Go through the listing below and list every line with "edges".

____________

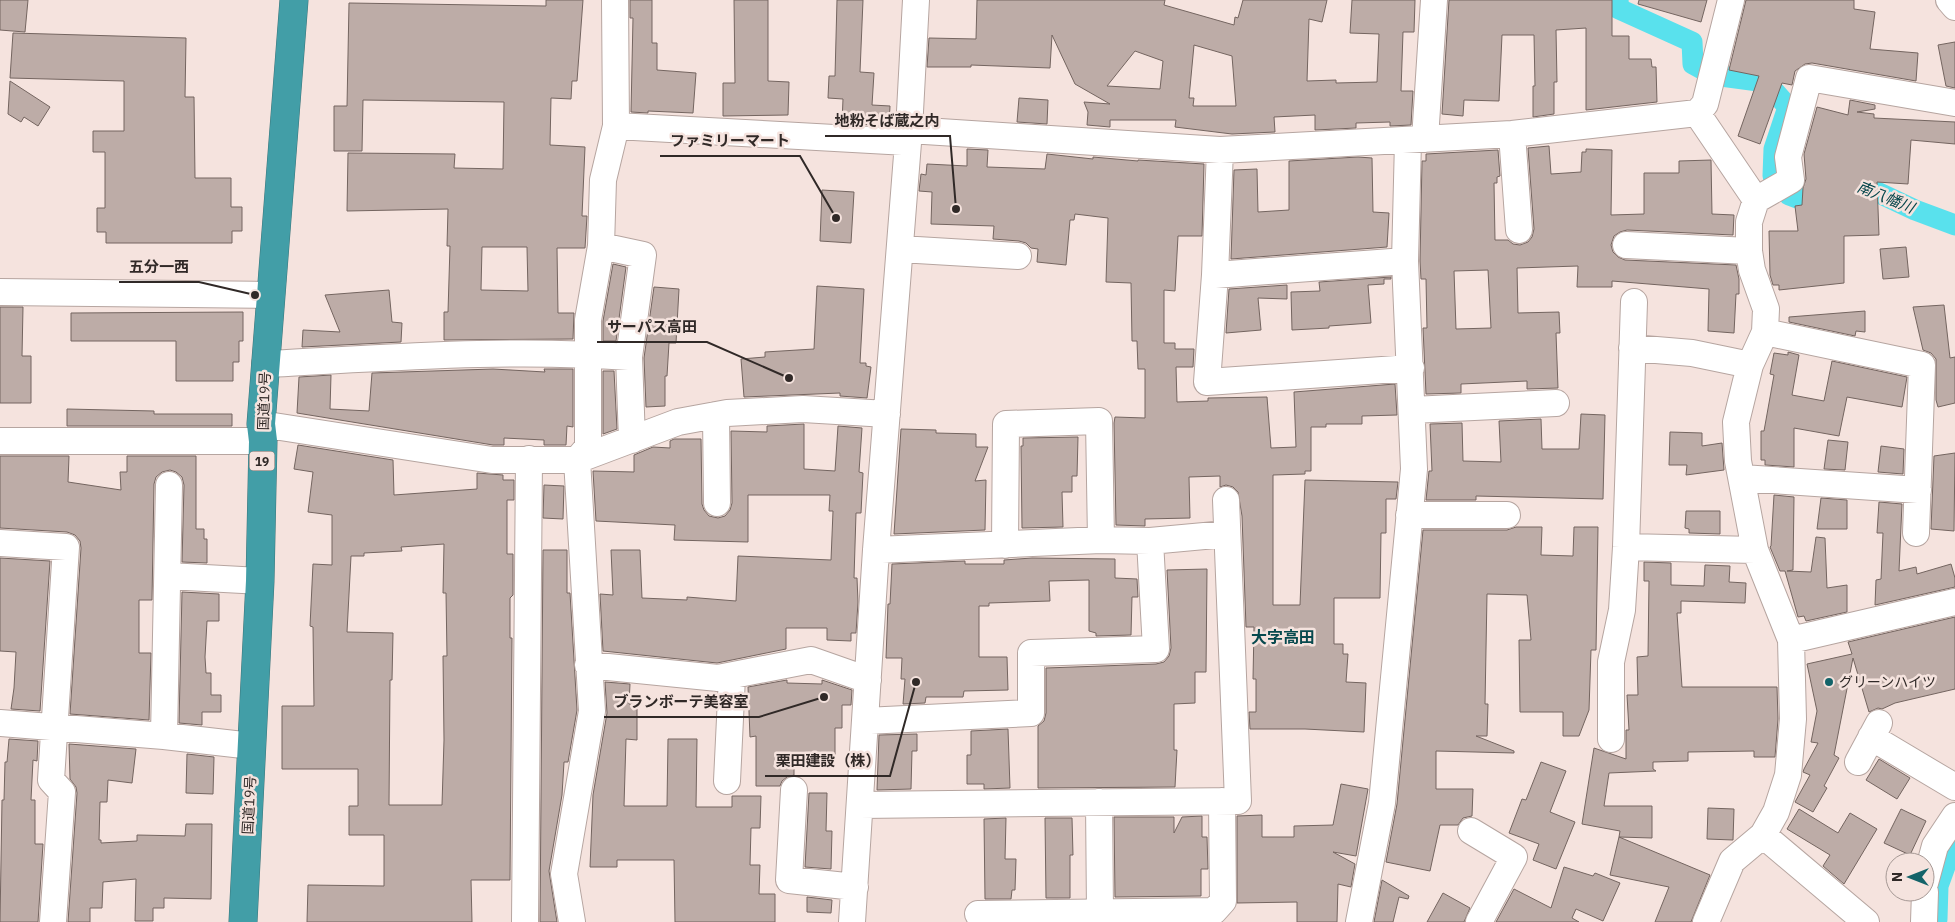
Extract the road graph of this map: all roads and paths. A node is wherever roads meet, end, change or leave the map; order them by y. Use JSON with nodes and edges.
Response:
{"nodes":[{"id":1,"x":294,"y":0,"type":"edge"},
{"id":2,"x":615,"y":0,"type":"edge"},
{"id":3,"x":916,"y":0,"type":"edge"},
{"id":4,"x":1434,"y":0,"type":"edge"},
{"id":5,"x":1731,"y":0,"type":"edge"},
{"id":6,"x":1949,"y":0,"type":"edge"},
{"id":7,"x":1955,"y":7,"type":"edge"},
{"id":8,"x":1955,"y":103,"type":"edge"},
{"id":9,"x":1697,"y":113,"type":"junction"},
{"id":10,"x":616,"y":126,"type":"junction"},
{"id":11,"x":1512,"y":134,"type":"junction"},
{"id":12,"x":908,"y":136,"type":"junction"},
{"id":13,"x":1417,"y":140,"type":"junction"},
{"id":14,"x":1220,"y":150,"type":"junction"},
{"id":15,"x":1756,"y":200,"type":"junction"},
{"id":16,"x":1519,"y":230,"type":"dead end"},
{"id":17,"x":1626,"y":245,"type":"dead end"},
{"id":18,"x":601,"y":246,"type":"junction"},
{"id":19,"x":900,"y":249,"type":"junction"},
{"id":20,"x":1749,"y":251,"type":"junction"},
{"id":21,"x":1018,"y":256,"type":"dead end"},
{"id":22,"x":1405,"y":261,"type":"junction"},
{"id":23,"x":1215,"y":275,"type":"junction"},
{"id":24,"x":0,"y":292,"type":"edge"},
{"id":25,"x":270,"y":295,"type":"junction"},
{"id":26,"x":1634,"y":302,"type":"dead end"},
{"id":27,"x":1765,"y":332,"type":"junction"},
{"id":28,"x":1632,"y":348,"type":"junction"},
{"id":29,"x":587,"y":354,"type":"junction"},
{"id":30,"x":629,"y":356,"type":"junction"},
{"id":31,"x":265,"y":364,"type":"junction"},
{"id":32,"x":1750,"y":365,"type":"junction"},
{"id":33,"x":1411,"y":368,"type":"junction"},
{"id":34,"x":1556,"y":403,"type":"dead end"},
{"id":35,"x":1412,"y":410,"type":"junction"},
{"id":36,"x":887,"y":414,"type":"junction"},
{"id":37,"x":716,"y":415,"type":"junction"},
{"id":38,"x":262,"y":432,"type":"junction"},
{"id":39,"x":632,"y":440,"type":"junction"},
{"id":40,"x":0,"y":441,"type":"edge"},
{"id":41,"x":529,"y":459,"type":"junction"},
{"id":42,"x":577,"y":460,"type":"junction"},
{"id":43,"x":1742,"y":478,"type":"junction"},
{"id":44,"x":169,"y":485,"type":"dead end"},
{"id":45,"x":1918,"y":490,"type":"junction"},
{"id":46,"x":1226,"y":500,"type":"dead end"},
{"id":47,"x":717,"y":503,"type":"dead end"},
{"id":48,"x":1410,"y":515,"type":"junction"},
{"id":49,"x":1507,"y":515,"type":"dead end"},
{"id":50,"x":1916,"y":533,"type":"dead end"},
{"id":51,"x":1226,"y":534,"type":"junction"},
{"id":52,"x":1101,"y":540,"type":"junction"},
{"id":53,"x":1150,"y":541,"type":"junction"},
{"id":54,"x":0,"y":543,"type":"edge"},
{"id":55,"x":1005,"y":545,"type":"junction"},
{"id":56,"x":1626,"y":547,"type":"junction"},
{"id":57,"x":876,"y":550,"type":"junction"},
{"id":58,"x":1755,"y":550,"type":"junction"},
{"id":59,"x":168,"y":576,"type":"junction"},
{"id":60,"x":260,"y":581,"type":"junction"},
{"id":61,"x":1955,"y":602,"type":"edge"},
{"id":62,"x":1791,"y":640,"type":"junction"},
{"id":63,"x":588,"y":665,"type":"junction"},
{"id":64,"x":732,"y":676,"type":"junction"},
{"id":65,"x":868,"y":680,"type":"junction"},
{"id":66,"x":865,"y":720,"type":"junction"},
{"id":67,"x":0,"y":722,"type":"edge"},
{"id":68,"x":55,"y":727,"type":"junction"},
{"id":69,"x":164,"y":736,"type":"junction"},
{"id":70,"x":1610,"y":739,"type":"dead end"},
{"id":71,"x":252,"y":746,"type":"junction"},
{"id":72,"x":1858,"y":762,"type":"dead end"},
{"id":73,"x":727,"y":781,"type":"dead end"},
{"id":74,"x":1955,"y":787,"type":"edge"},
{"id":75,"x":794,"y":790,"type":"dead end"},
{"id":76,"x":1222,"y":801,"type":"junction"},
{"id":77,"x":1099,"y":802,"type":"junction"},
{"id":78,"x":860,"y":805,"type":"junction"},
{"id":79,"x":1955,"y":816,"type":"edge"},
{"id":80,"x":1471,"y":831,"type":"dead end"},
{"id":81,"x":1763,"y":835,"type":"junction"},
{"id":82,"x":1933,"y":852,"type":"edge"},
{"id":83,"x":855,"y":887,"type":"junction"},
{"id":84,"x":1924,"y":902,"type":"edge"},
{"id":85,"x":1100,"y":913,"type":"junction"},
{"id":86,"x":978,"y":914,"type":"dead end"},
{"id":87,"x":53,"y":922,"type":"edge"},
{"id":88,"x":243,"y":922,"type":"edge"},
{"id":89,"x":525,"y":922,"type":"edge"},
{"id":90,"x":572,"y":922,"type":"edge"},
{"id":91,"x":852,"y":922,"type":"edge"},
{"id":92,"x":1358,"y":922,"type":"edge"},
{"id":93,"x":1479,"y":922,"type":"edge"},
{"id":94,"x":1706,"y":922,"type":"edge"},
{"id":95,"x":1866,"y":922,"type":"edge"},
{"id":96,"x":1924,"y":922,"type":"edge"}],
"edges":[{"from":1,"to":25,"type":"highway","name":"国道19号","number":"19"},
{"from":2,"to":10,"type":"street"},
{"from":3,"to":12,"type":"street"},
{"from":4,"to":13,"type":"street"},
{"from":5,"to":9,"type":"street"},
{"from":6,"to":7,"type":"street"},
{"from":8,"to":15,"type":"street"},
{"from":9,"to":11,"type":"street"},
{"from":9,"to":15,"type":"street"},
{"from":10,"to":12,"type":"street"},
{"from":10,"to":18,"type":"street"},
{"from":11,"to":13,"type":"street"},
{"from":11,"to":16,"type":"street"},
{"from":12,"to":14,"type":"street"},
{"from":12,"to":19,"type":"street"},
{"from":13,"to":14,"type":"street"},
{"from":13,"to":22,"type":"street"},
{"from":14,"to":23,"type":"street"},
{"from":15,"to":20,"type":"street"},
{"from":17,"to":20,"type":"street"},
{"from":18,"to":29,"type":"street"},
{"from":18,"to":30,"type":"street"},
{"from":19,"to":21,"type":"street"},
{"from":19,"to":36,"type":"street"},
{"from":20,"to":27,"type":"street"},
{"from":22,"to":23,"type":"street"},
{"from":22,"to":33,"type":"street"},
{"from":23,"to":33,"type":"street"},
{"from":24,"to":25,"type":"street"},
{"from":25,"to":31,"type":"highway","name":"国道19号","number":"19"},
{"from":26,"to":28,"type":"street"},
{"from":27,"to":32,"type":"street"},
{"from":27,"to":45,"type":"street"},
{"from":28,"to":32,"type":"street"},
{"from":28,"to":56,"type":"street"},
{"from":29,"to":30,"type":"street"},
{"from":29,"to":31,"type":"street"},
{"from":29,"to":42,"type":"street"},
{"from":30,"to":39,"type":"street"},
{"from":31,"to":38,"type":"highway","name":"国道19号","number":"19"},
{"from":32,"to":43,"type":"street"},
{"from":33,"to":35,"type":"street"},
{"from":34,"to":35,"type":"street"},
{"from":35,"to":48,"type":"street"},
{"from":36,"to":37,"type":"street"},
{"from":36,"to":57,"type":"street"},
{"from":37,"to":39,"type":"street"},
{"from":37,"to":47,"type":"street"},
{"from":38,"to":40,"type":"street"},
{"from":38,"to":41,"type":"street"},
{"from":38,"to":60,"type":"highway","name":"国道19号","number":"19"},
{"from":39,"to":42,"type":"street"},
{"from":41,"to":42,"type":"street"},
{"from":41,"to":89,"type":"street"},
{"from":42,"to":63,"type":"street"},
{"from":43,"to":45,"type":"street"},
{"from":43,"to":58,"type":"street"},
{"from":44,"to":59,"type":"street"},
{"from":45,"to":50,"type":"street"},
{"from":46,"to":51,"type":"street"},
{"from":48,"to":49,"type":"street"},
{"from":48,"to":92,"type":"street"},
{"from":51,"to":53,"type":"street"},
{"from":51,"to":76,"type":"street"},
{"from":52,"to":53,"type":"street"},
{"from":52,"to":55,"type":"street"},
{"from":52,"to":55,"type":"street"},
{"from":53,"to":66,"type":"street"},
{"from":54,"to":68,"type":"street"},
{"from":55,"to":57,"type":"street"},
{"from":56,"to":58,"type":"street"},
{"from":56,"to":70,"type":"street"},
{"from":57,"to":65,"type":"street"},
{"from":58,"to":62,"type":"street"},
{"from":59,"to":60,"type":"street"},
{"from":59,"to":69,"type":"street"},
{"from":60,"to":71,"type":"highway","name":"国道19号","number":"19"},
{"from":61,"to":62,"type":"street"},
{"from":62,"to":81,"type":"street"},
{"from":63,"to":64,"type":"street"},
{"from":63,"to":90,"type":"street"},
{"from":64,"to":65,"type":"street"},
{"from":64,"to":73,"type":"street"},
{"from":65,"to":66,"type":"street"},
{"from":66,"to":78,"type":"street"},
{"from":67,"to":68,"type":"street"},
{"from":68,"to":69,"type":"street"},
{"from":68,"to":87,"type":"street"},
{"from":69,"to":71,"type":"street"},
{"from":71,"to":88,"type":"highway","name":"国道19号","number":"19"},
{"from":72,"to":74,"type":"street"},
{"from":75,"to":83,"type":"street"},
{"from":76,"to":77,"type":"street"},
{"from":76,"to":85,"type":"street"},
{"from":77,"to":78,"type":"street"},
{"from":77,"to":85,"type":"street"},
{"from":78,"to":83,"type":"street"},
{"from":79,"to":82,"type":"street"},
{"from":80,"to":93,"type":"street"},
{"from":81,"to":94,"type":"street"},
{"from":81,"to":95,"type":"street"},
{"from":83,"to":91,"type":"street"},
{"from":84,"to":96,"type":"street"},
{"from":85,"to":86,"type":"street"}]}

____________

» **RESULT OF THIS TASK**
Extract the road graph of this map: all roads and paths. A node is wherever roads meet, end, change or leave the map; order them by y. Use JSON with nodes and edges.
"edges":[{"from":1,"to":25,"type":"highway","name":"国道19号","number":"19"},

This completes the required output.